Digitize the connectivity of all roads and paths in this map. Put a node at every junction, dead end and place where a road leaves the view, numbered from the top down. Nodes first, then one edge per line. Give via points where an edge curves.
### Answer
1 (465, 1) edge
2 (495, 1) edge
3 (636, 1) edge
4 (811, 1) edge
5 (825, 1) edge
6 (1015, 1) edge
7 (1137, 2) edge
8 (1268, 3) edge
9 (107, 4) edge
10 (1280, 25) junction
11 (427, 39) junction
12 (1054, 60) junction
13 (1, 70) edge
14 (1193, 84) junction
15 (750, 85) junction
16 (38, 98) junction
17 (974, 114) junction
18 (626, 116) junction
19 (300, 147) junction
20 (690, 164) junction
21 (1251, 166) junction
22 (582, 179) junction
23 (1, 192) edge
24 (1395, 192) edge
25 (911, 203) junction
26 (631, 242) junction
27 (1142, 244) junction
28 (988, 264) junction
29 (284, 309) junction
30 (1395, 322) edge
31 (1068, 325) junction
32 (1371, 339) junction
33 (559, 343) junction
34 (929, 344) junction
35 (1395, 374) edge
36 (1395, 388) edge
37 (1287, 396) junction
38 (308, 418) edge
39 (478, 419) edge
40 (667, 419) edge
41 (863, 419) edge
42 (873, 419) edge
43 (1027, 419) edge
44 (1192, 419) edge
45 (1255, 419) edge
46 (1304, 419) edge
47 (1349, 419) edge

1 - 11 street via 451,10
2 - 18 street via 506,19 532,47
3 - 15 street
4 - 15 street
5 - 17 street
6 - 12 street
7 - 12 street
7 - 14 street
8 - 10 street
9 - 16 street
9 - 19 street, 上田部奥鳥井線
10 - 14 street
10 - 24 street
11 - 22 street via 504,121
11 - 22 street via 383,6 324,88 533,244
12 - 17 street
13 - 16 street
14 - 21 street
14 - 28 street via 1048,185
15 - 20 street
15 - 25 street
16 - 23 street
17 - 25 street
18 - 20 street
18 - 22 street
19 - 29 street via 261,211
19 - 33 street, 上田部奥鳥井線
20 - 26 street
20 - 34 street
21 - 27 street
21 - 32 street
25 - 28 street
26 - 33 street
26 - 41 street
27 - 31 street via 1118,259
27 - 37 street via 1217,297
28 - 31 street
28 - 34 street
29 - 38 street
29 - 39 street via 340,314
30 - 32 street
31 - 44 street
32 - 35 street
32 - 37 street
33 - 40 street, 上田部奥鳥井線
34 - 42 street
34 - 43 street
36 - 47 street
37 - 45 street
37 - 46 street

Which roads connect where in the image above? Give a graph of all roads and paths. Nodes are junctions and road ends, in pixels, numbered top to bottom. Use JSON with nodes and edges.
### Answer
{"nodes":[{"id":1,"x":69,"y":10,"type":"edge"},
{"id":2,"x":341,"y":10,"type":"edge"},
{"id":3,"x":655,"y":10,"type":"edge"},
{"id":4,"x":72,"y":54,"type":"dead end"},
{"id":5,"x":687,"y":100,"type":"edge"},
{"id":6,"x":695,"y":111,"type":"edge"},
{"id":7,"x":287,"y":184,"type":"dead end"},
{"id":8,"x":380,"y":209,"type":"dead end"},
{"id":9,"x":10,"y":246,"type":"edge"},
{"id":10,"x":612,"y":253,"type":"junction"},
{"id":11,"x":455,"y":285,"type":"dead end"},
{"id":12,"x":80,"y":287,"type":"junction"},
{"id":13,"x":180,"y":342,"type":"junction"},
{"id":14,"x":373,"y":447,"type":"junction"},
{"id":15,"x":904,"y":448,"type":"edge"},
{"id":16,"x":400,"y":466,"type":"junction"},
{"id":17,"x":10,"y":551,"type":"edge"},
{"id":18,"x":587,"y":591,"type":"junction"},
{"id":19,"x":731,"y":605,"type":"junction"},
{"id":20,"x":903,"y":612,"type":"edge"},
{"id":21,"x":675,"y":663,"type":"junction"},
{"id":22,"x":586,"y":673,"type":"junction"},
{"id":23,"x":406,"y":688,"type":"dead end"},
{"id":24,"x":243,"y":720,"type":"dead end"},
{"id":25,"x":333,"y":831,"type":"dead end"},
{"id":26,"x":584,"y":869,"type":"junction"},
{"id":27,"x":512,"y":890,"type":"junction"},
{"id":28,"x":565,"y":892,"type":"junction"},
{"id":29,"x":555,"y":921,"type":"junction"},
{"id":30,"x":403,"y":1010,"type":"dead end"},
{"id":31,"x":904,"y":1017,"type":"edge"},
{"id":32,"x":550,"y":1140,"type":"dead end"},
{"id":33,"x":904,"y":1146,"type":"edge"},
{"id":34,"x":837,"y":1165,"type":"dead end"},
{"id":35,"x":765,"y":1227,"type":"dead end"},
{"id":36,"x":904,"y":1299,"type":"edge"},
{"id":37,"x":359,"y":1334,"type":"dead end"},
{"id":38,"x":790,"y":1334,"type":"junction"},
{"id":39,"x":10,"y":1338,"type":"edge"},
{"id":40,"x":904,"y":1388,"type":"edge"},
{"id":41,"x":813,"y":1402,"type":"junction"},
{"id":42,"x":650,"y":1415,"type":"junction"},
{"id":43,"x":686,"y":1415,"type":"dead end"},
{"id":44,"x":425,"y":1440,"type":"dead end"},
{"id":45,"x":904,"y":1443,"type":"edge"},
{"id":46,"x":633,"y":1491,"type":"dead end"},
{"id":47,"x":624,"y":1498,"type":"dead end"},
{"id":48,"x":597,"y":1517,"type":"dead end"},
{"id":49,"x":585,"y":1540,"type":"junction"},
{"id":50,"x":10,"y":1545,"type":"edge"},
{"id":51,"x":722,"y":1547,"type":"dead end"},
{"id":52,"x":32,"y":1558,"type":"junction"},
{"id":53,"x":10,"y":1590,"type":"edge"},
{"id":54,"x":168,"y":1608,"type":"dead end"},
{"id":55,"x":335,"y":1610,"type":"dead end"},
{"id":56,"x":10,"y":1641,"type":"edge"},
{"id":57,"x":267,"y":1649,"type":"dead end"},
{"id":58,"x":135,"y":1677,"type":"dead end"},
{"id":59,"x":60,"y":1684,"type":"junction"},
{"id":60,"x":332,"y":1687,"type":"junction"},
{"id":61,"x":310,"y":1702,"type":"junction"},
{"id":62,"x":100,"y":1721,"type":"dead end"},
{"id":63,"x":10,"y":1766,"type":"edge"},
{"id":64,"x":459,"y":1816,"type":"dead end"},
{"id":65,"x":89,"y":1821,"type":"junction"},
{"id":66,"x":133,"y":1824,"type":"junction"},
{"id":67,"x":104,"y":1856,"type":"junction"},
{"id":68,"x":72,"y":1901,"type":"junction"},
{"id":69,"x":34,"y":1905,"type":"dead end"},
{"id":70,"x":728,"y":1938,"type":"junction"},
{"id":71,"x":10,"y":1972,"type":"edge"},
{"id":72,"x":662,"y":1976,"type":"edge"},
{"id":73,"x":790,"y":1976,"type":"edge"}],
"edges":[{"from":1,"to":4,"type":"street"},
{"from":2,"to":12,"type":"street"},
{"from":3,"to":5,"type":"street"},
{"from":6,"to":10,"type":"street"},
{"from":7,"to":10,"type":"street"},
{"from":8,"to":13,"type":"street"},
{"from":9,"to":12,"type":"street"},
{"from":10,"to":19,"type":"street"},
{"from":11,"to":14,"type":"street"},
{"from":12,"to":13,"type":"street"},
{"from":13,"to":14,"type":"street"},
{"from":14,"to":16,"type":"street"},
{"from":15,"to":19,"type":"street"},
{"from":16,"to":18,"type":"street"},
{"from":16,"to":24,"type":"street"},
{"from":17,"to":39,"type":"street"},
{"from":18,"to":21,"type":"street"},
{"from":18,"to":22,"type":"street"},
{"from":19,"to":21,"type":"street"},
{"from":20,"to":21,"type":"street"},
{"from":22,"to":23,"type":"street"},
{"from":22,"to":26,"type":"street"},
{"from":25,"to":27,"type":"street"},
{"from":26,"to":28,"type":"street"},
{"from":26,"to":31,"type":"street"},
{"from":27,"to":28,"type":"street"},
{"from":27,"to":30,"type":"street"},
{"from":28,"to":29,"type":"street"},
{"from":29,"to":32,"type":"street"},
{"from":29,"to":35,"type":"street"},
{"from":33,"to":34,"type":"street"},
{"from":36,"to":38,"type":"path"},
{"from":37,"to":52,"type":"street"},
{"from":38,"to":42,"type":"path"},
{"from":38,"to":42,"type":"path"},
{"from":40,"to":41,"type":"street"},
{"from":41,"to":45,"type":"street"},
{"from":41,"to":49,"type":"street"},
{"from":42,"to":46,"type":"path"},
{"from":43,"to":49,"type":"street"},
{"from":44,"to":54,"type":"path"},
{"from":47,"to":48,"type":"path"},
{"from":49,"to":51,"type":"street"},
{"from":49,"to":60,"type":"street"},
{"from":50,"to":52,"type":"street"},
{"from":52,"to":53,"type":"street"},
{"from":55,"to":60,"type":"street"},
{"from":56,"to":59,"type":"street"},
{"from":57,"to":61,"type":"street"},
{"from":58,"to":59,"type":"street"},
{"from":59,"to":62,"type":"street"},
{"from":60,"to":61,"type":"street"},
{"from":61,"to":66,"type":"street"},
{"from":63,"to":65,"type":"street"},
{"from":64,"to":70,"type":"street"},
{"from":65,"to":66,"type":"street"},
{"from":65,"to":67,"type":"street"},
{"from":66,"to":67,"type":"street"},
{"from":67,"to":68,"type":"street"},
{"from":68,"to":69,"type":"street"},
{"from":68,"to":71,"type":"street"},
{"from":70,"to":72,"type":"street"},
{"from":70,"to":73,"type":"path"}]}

:::::

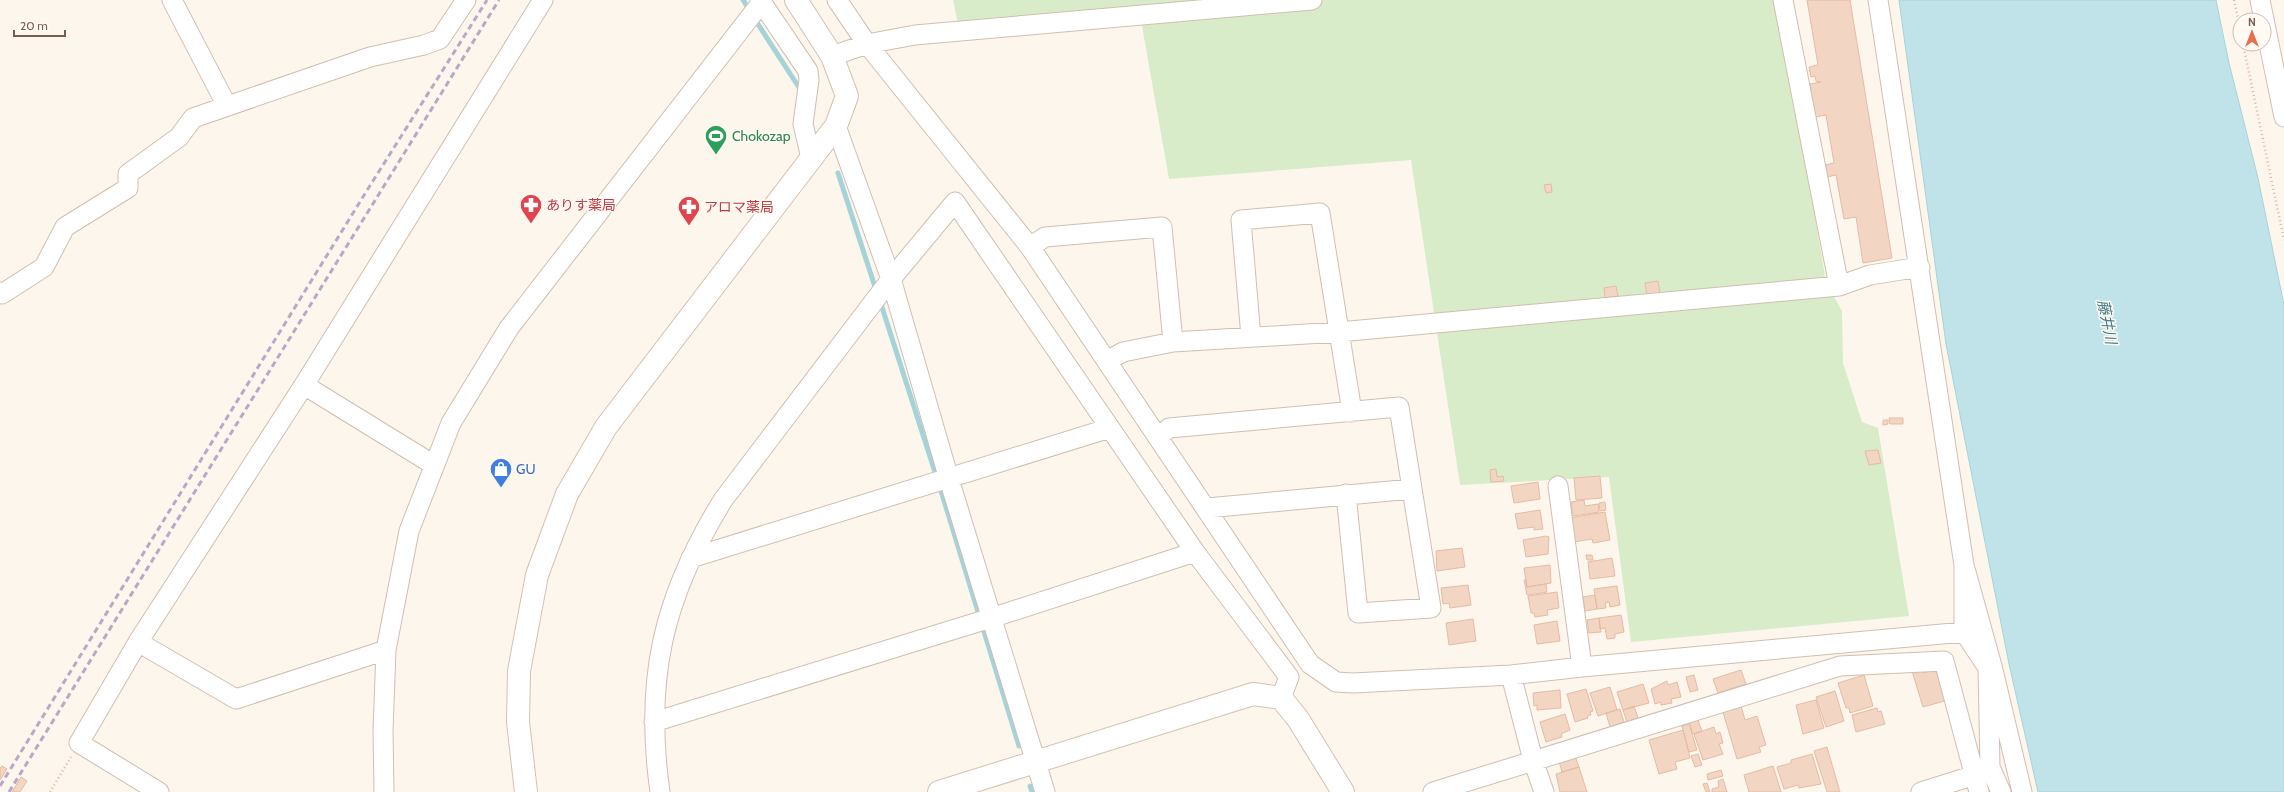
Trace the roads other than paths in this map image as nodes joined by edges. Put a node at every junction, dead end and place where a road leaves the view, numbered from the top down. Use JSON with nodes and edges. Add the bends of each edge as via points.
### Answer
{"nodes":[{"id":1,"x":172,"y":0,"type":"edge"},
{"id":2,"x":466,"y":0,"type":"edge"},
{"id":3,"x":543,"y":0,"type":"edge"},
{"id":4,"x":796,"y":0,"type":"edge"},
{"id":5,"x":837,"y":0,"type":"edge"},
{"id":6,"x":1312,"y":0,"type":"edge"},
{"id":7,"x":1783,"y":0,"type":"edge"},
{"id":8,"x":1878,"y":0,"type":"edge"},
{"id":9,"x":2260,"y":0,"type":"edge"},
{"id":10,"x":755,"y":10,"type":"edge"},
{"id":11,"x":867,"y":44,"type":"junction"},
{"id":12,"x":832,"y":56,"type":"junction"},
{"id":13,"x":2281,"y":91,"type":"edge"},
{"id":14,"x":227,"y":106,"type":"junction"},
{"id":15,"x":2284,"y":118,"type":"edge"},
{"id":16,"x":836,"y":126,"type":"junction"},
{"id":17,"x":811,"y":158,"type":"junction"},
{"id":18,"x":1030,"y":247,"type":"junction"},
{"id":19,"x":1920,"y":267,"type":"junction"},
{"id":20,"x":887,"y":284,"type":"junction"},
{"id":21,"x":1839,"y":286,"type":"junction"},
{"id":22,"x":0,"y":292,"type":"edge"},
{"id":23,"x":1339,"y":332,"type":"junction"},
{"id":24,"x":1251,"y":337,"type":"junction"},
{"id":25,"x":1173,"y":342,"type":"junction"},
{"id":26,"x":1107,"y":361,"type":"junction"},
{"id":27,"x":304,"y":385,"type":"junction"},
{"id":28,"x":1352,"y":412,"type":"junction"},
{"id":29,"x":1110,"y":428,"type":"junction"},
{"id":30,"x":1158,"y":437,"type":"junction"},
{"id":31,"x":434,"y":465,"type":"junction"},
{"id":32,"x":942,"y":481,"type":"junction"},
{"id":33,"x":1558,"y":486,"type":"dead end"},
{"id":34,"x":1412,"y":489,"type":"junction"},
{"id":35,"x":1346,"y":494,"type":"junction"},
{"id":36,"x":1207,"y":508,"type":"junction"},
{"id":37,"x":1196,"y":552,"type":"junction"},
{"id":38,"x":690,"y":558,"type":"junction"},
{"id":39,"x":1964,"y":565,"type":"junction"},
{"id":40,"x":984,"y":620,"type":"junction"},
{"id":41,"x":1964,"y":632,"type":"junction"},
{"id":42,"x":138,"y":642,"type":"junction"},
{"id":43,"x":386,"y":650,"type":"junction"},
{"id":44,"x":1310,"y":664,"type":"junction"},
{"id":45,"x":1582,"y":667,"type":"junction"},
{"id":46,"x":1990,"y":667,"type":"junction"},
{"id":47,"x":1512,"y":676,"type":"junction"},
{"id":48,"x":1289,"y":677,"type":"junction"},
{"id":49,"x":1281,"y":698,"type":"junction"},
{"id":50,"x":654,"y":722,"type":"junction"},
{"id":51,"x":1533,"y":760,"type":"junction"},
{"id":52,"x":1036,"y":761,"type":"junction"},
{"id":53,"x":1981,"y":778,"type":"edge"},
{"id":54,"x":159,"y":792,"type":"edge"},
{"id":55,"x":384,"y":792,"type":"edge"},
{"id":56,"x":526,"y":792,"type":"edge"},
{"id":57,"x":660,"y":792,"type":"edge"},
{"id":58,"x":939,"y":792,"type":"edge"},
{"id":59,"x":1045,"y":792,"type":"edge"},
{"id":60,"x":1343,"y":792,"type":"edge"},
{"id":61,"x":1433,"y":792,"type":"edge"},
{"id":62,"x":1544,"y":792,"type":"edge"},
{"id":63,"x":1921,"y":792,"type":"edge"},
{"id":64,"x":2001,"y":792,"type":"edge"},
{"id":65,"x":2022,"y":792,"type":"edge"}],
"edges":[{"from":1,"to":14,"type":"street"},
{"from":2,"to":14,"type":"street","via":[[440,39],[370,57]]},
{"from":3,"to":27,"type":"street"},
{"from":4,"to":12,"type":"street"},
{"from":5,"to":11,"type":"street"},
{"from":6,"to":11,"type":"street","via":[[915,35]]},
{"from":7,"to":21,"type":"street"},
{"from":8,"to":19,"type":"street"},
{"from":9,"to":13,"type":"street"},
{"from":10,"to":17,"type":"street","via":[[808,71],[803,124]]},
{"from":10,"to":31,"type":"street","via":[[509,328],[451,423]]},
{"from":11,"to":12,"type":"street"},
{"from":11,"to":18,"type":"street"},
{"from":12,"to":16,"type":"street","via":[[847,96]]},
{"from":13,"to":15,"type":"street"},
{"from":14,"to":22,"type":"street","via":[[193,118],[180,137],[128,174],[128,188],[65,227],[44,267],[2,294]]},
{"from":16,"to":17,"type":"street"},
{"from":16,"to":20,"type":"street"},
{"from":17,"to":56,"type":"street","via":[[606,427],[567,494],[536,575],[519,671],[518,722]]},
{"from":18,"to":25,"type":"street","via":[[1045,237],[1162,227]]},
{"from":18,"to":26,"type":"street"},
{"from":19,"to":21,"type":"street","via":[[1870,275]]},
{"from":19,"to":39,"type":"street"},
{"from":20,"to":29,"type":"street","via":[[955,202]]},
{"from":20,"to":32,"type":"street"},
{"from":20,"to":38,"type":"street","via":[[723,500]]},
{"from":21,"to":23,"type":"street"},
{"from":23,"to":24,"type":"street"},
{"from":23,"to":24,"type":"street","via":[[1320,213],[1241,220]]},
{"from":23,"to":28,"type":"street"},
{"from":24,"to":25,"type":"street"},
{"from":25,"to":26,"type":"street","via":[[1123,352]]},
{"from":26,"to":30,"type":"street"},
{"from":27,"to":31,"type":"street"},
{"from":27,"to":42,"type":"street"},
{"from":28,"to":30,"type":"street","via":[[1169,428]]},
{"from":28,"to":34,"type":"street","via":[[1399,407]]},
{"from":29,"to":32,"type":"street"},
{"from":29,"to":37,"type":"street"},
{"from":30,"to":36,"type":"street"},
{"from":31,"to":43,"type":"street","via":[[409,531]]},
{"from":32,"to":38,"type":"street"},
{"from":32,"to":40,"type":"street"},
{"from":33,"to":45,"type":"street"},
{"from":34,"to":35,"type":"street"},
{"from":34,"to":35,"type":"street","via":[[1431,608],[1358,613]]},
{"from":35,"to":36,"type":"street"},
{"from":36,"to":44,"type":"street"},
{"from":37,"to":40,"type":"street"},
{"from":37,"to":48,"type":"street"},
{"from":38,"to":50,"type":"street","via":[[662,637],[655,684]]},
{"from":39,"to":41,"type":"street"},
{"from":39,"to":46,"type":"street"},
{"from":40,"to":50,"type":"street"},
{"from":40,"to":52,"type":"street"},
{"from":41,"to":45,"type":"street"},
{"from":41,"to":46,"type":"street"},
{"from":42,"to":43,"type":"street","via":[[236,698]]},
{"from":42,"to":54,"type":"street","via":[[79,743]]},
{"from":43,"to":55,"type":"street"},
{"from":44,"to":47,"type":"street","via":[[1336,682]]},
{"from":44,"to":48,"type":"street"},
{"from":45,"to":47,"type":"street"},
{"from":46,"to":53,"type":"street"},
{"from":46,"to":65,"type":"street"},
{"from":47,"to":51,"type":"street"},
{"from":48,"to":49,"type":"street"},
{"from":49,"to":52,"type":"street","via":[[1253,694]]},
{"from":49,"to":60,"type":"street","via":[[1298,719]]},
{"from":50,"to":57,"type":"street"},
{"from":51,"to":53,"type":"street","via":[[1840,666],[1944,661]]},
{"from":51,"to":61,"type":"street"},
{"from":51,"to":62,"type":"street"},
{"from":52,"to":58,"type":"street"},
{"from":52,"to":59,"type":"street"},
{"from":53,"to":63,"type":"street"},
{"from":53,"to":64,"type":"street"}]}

:::::

Exercise goal: Whenever a line of the data holds the string "every", pick that line out.

Solved exercise:
Digitize the connectivity of all roads and paths in this map. Put a node at every junction, dead end and place where a road leaves the view, numbered from the top down. Nodes first, then one edge per line. Give via points where an edge curves.
Trace the roads other than paths in this map image as nodes joined by edges. Put a node at every junction, dead end and place where a road leaves the view, numbered from the top down. Use JSON with nodes and edges. Add the bends of each edge as via points.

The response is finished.